Lithium ion batteries have revolutionized portable electronics and have the potential to electrify the transportation sector. Lithium-rich cathode materials with the composition xLi2MnO3[middle dot](1-x)Li(Ni1/3Mn1/3Co1/3)O2 have received considerable attention as candidates for Plug-in Hybrid Electric Vehicles (PHEVs) and Electric Vehicles (EVs). Cathodes made from these materials display high capacity (>200 mAhg-1) and good cycling stability, offering twice the energy density of currently available intercalation materials. Unfortunately, their performance is plagued by voltage fade due to a layered-spinel phase transformation.
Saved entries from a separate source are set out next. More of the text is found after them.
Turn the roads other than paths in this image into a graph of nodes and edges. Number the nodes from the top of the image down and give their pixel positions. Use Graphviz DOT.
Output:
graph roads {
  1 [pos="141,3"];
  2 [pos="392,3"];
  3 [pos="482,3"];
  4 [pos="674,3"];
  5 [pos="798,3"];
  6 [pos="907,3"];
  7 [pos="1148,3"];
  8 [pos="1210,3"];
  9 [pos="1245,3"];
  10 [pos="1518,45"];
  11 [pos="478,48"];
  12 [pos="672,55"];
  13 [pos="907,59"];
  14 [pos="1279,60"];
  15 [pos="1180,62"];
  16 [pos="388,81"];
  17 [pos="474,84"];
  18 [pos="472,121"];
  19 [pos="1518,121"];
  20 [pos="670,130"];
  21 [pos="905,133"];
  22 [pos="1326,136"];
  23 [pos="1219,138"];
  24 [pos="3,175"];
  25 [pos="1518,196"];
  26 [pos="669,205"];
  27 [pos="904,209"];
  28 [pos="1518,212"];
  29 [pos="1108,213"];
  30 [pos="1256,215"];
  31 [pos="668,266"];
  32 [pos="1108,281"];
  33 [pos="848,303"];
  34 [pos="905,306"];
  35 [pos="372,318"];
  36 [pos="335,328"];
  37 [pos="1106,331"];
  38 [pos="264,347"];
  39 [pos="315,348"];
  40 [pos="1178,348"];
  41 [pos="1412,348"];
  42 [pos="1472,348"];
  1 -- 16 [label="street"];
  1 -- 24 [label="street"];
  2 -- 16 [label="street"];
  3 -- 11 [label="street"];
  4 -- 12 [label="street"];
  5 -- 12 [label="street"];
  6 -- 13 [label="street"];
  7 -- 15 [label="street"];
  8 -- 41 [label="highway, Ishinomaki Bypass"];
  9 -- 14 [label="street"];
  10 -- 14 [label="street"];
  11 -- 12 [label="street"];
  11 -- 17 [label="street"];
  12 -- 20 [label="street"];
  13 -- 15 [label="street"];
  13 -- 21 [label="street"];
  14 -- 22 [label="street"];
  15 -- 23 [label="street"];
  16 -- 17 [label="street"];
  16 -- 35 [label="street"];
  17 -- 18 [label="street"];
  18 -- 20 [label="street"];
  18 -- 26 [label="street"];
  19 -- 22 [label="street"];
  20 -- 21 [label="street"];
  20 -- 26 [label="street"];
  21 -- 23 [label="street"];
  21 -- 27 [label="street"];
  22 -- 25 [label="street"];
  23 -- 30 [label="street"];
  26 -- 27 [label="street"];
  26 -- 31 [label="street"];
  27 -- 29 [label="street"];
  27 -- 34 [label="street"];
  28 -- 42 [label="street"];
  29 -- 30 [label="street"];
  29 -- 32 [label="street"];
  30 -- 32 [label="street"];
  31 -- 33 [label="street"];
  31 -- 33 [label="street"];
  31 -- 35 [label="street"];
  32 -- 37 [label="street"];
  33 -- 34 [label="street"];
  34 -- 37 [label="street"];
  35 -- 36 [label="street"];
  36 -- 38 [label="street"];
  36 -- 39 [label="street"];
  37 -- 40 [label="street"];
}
Herein, using spray pyrolysis, we show that certain inexpensive trace level ([less-than-or-equal]1%) dopants can help in mitigating voltage fade, when the material is cycled between 2.0-4.6 V. The dopants lead to greater capacity loss than what would be expected from a capacity that is strictly based on a change in the transitional-metal oxidation state. The results imply that a portion of the capacity of these materials comes from reversible oxygen chemistry. These findings could put a different perspective on fade mechanism prevention.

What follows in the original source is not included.